In this series, a few forensics experts within Magnet Forensics are sharing their suggestions for nominations in this year’s Forensic 4:cast Awards. In this third installment, Tarah Melton, Forensics Consultant, highlights people in the DFIR community who are making valuable contributions. You can submit your nominations (including Magnet AXIOM for DFIR Commercial Tool of the Year) here. You can also catch up on the other installments here: Part 1, Part 2, Part 4.
Every year, Lee Whitfield coordinates the Forensic 4:cast Awards to recognize the outstanding contributions to the DFIR community. As you may be aware of by now, we at Magnet Forensics are approaching the Forensic 4:cast nominations a bit differently this year. A few of us have been given the opportunity to share our personal recommendations for nominations for these awards.

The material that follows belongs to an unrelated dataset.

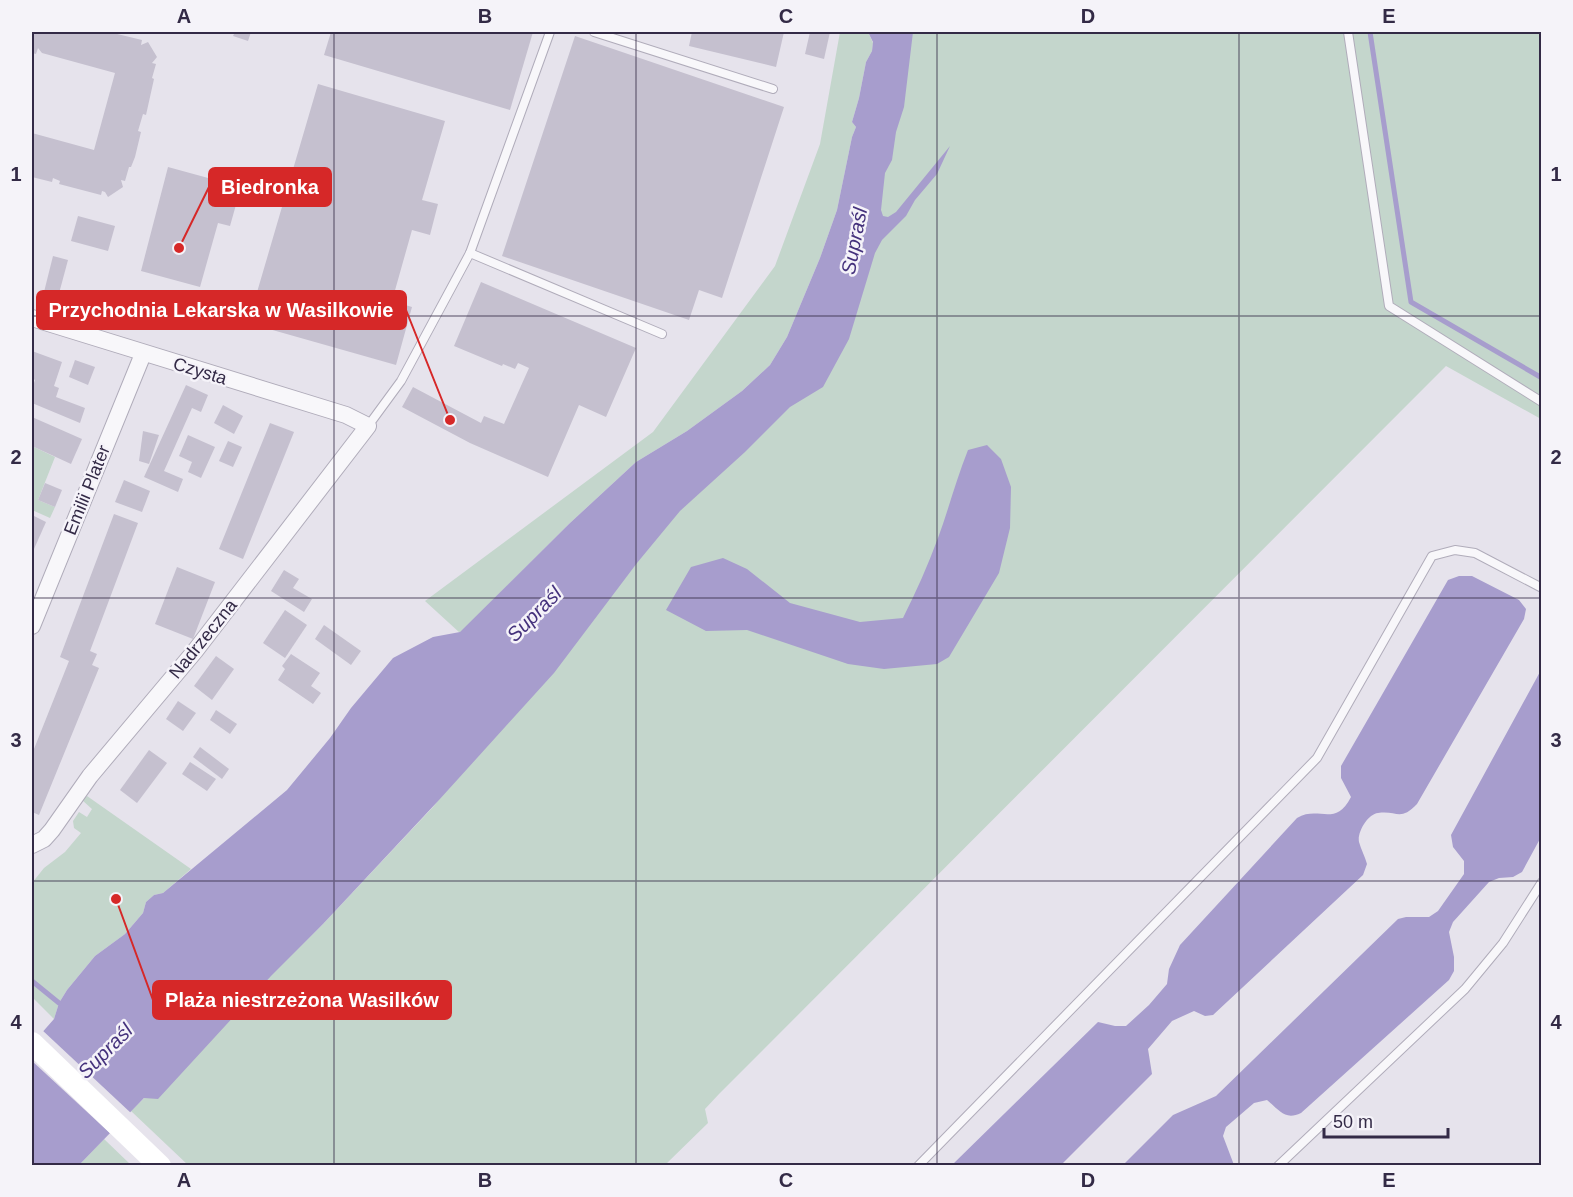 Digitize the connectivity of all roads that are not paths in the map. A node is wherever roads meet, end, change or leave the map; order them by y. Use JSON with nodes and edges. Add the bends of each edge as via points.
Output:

You may have already read about some great picks for nominations from my colleagues at Magnet. If not, be sure to check out Part 1 of this series by Jessica Hyde and Part 2 by Jamie McQuaid. In this third installment, I will be giving my personal nods to some stand out contributors to the field. These are my personal opinions, not the official opinions of Magnet Forensics. Read on to see a few of my choices!
DFIR Book of the Year
If you’re looking for a great reference for smartphone forensics, look no further. Practical Mobile Forensics receives my nomination because of the vast amount of useful information iOS, Android, and Windows mobile devices. From acquisitions to analysis and all the questions that arise in between, this book offers a thorough guide to help both experienced examiners or newcomers to the field tackle a case involving smartphone forensics. I have used this book for reference many times over the years when performing mobile examinations, and valuable updates were added with the release of the third edition in early 2018.

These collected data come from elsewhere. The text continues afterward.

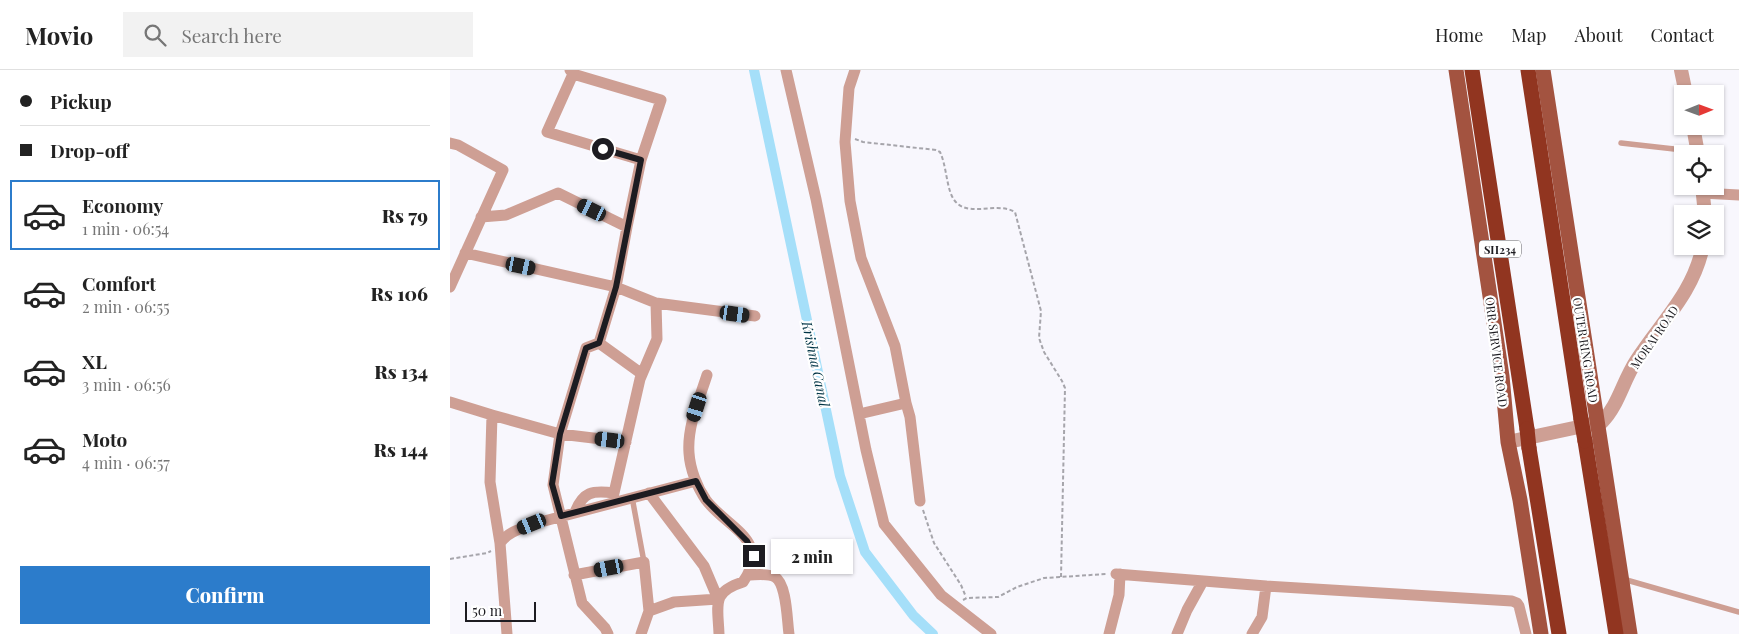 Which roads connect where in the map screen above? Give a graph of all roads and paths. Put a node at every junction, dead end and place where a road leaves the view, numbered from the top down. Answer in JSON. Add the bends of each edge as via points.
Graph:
{"nodes":[{"id":1,"x":786,"y":70,"type":"edge"},
{"id":2,"x":855,"y":70,"type":"edge"},
{"id":3,"x":1456,"y":70,"type":"edge"},
{"id":4,"x":1472,"y":70,"type":"edge"},
{"id":5,"x":1528,"y":70,"type":"edge"},
{"id":6,"x":1544,"y":70,"type":"edge"},
{"id":7,"x":1681,"y":70,"type":"edge"},
{"id":8,"x":571,"y":72,"type":"edge"},
{"id":9,"x":1684,"y":85,"type":"edge"},
{"id":10,"x":846,"y":136,"type":"junction"},
{"id":11,"x":450,"y":143,"type":"edge"},
{"id":12,"x":1621,"y":143,"type":"dead end"},
{"id":13,"x":1674,"y":149,"type":"edge"},
{"id":14,"x":641,"y":160,"type":"junction"},
{"id":15,"x":1724,"y":193,"type":"edge"},
{"id":16,"x":1739,"y":195,"type":"edge"},
{"id":17,"x":481,"y":217,"type":"junction"},
{"id":18,"x":627,"y":227,"type":"junction"},
{"id":19,"x":465,"y":254,"type":"junction"},
{"id":20,"x":1701,"y":255,"type":"edge"},
{"id":21,"x":450,"y":287,"type":"edge"},
{"id":22,"x":616,"y":287,"type":"junction"},
{"id":23,"x":656,"y":303,"type":"junction"},
{"id":24,"x":755,"y":316,"type":"dead end"},
{"id":25,"x":599,"y":343,"type":"junction"},
{"id":26,"x":642,"y":374,"type":"junction"},
{"id":27,"x":707,"y":375,"type":"dead end"},
{"id":28,"x":450,"y":402,"type":"edge"},
{"id":29,"x":906,"y":403,"type":"junction"},
{"id":30,"x":859,"y":414,"type":"junction"},
{"id":31,"x":492,"y":415,"type":"junction"},
{"id":32,"x":1598,"y":424,"type":"junction"},
{"id":33,"x":560,"y":434,"type":"junction"},
{"id":34,"x":626,"y":442,"type":"junction"},
{"id":35,"x":1508,"y":442,"type":"junction"},
{"id":36,"x":696,"y":481,"type":"junction"},
{"id":37,"x":649,"y":493,"type":"junction"},
{"id":38,"x":632,"y":497,"type":"junction"},
{"id":39,"x":920,"y":501,"type":"joint"},
{"id":40,"x":575,"y":512,"type":"junction"},
{"id":41,"x":561,"y":516,"type":"junction"},
{"id":42,"x":500,"y":543,"type":"junction"},
{"id":43,"x":450,"y":560,"type":"edge"},
{"id":44,"x":644,"y":562,"type":"junction"},
{"id":45,"x":1118,"y":574,"type":"junction"},
{"id":46,"x":574,"y":575,"type":"junction"},
{"id":47,"x":748,"y":576,"type":"junction"},
{"id":48,"x":1061,"y":577,"type":"junction"},
{"id":49,"x":1621,"y":578,"type":"junction"},
{"id":50,"x":1204,"y":581,"type":"junction"},
{"id":51,"x":1266,"y":586,"type":"junction"},
{"id":52,"x":967,"y":598,"type":"junction"},
{"id":53,"x":718,"y":599,"type":"junction"},
{"id":54,"x":954,"y":605,"type":"junction"},
{"id":55,"x":649,"y":611,"type":"junction"},
{"id":56,"x":1739,"y":612,"type":"edge"},
{"id":57,"x":979,"y":630,"type":"edge"},
{"id":58,"x":507,"y":634,"type":"edge"},
{"id":59,"x":608,"y":634,"type":"edge"},
{"id":60,"x":641,"y":634,"type":"edge"},
{"id":61,"x":719,"y":634,"type":"edge"},
{"id":62,"x":789,"y":634,"type":"edge"},
{"id":63,"x":991,"y":634,"type":"edge"},
{"id":64,"x":1110,"y":634,"type":"edge"},
{"id":65,"x":1177,"y":634,"type":"edge"},
{"id":66,"x":1252,"y":634,"type":"edge"},
{"id":67,"x":1526,"y":634,"type":"edge"},
{"id":68,"x":1541,"y":634,"type":"edge"},
{"id":69,"x":1559,"y":634,"type":"edge"},
{"id":70,"x":1616,"y":634,"type":"edge"},
{"id":71,"x":1630,"y":634,"type":"edge"}],
"edges":[{"from":1,"to":30,"type":"street","via":[[818,208]]},
{"from":2,"to":10,"type":"street","via":[[848,88]]},
{"from":3,"to":35,"type":"main road","name":"ORR SERVICE ROAD","via":[[1499,357]]},
{"from":4,"to":69,"type":"highway","number":"SH234","bridge":true},
{"from":5,"to":70,"type":"highway","name":"OUTER RING ROAD","bridge":true},
{"from":6,"to":32,"type":"main road"},
{"from":7,"to":9,"type":"street"},
{"from":8,"to":14,"type":"street","via":[[662,100]]},
{"from":8,"to":14,"type":"street","via":[[547,132]]},
{"from":10,"to":29,"type":"street","via":[[850,201],[861,258],[895,346]]},
{"from":10,"to":48,"type":"path","via":[[863,142],[940,152],[951,195],[958,204],[967,209],[1008,208],[1015,212],[1040,311],[1039,338],[1065,388]]},
{"from":11,"to":17,"type":"street","via":[[502,170]]},
{"from":12,"to":13,"type":"lane"},
{"from":14,"to":18,"type":"street"},
{"from":15,"to":16,"type":"street"},
{"from":17,"to":18,"type":"street","via":[[506,215],[558,194]]},
{"from":17,"to":19,"type":"street"},
{"from":18,"to":22,"type":"street"},
{"from":19,"to":21,"type":"street"},
{"from":19,"to":22,"type":"street"},
{"from":20,"to":32,"type":"street","name":"MORAI ROAD","via":[[1687,290],[1635,363],[1607,416]]},
{"from":22,"to":23,"type":"street"},
{"from":22,"to":25,"type":"street"},
{"from":23,"to":24,"type":"street"},
{"from":23,"to":26,"type":"street","via":[[657,339]]},
{"from":25,"to":26,"type":"street"},
{"from":25,"to":33,"type":"street","via":[[586,348]]},
{"from":26,"to":34,"type":"street"},
{"from":27,"to":36,"type":"street","via":[[692,423],[689,453]]},
{"from":28,"to":31,"type":"street"},
{"from":29,"to":30,"type":"street"},
{"from":29,"to":39,"type":"street"},
{"from":30,"to":54,"type":"street","via":[[884,524],[936,589]]},
{"from":31,"to":33,"type":"street"},
{"from":31,"to":42,"type":"street","via":[[490,482]]},
{"from":32,"to":35,"type":"street"},
{"from":32,"to":49,"type":"main road"},
{"from":33,"to":34,"type":"street"},
{"from":33,"to":41,"type":"street","via":[[552,484]]},
{"from":34,"to":40,"type":"street","via":[[614,493],[586,495]]},
{"from":35,"to":68,"type":"main road","name":"ORR SERVICE ROAD"},
{"from":36,"to":37,"type":"street"},
{"from":36,"to":47,"type":"street","via":[[706,500],[747,541],[754,556]]},
{"from":37,"to":38,"type":"street"},
{"from":37,"to":53,"type":"street","via":[[704,566]]},
{"from":38,"to":40,"type":"street"},
{"from":38,"to":44,"type":"lane"},
{"from":39,"to":52,"type":"path","via":[[934,543]]},
{"from":40,"to":41,"type":"street"},
{"from":41,"to":42,"type":"street","via":[[512,532]]},
{"from":41,"to":46,"type":"street"},
{"from":42,"to":43,"type":"path","via":[[487,553]]},
{"from":42,"to":58,"type":"street"},
{"from":44,"to":46,"type":"street"},
{"from":44,"to":55,"type":"street"},
{"from":45,"to":48,"type":"path"},
{"from":45,"to":50,"type":"street"},
{"from":45,"to":64,"type":"street","via":[[1119,595]]},
{"from":46,"to":59,"type":"street","via":[[582,603]]},
{"from":47,"to":53,"type":"street","via":[[743,582],[723,591]]},
{"from":47,"to":62,"type":"street","via":[[766,574],[780,581]]},
{"from":48,"to":52,"type":"path","via":[[1044,578],[998,597]]},
{"from":49,"to":56,"type":"lane"},
{"from":49,"to":71,"type":"main road"},
{"from":50,"to":51,"type":"street"},
{"from":50,"to":65,"type":"street"},
{"from":51,"to":66,"type":"street","via":[[1262,617]]},
{"from":51,"to":67,"type":"street","via":[[1512,601],[1519,606]]},
{"from":52,"to":54,"type":"path"},
{"from":53,"to":55,"type":"street","via":[[674,602]]},
{"from":53,"to":61,"type":"street"},
{"from":54,"to":57,"type":"street"},
{"from":55,"to":60,"type":"street"},
{"from":57,"to":63,"type":"street"}]}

DFIR Non-Commercial Tool of the Year
Volatility is a standout pick to me when it comes to open source forensic tools. Utilizing Volatility when conducting memory analysis is common practice in my experience, and so I feel pretty strongly in this recommendation. The wide array of plugins for Windows, Linux, and Mac platforms give examiners ample ability to conduct in-depth memory analysis for almost any investigation. I have found Volatility to be a vital analysis tool in many examinations I have worked.
DFIR Undergrad, Graduate, or Training Class of the Year
As a graduate of this program myself, I am thrilled to recommend the Digital Forensics Undergraduate Program at Bloomsburg University for nomination. The program is updated continuously and is incredibly comprehensive, covering file systems, mobile devices, Python scripting, E-Discovery, tech writing, malware forensics, and so much more. Students are trained to use the most popular and up-to-date commercial forensic tools in preparation for real world lab environments, arming graduating students with a solid knowledge base to prepare them for a career in the DFIR industry.
Bloomsburg’s Digital Forensics program is recognized as a National Center of Academic Excellence (CAE) in Cyber Defense Education with a focus in the area of digital forensics by the National Security Agency and the Department of Homeland Security. Additionally, they hold an annual digital forensics conference, BloomCON, which last year drew in over 500 attendees. BloomCON offers both students and professionals a great venue to interface within the DFIR community, as well as informative lectures and fun forensics challenges.
The mentions above are just a few acknowledgements that have personally influenced my work in digital forensics, but I am extremely appreciative of the work that everyone in the DFIR community has done to truly make a positive impact. Thanks for reading everyone, and don’t forget to nominate your picks for the Forensic 4:cast Awards!